Zibby: You wrote in The Library Book about how your mother used to take you to libraries as a young child and how you have continued that tradition onwards. Then it was excerpted in The New Yorker when you said how you actually became a little evangelical about book ownership, perhaps as a response to the libraries of your youth. Can you talk a little about that?

Susan: This is funny. It was something I hadn’t really thought about until I was writing the book. My parents were products of the Depression and had a very practical attitude towards book ownership, which was you read a book to read it. You don’t read a book to then have it on a shelf. If you could take a book out of the library and read it, why not do that as opposed to owning the book? They were certainly, thank goodness, able to purchase books. It wasn’t a matter of the specific economics of it. It was something that had grown out of their childhood of feeling like that’s silly. That’s what libraries are for. You go take books out. It drove me crazy as a kid, partly because with kids, when you something, you want it immediately. You don’t want to be on the list for waiting for the people ahead of you to finish reading the book. You want it instantly.

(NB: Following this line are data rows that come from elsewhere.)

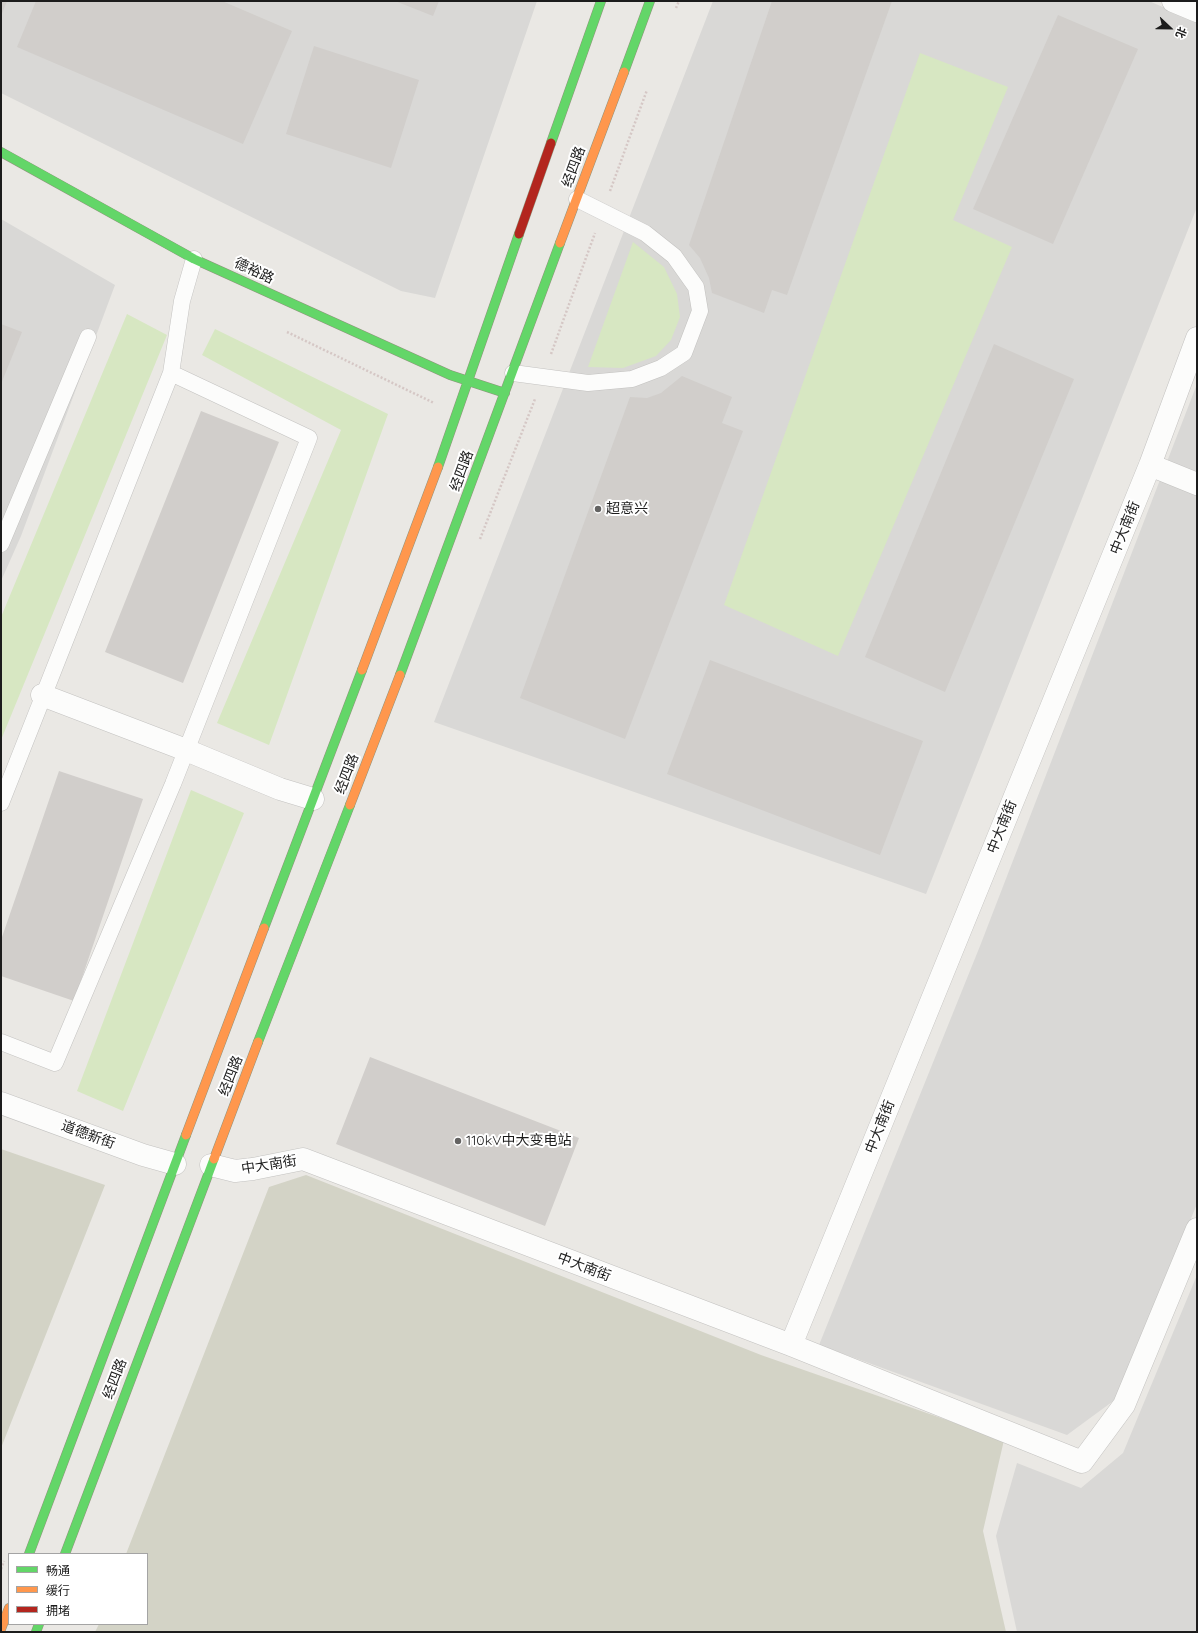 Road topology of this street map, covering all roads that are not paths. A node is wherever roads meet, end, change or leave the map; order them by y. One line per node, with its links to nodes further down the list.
1 (601, 1): 12 (main road, 经四路)
2 (650, 1): 6 (main road, 经四路)
3 (1172, 1): 4 (street)
4 (1197, 11)
5 (1, 152): 7 (main road, 德裕路)
6 (577, 199): 11 (main road, 经四路); 11 (lane)
7 (194, 259): 10 (lane); 12 (main road, 德裕路)
8 (88, 337): 16 (lane)
9 (1197, 338): 14 (street, 中大南街)
10 (171, 373): 17 (lane); 18 (lane)
11 (513, 373): 13 (main road, 经四路)
12 (467, 383): 13 (main road, 德裕路); 19 (main road, 经四路)
13 (505, 393): 24 (main road, 经四路)
14 (1150, 465): 15 (street); 26 (street, 中大南街)
15 (1197, 484)
16 (1, 544)
17 (42, 695): 18 (street); 20 (lane)
18 (186, 750): 19 (street); 21 (lane)
19 (313, 799): 23 (main road, 经四路)
20 (1, 803)
21 (1, 1042)
22 (1, 1103): 23 (street, 道德新街)
23 (175, 1164): 27 (main road, 经四路)
24 (211, 1165): 26 (street, 中大南街); 28 (main road, 经四路)
25 (1197, 1229): 26 (street)
26 (790, 1345)
27 (29, 1553)
28 (65, 1553)
29 (8, 1611): 30 (main road)
30 (1, 1629)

Also, I feel so deeply in love with books. I just wanted them around me. When I started college, I began buying books, both the books that I was buying for school, but then also I started buying more and more books. Then I thought, I want a house filled with books. Like a lot of things you do when you’re a young adult, it was probably in part a reaction to my parents feeling like, “You don’t need to own all these books.” I loved the story that it told about what I had read and what I cared about. That aspect of it really did matter to me, whereas I don’t think my parents thought that they needed to show their friends what their interests and tastes were. It’s very funny because I bought tons and tons of — I’m so old that you bought music as records back then.

Zibby: Oh, stop. As did I. No old speaking here.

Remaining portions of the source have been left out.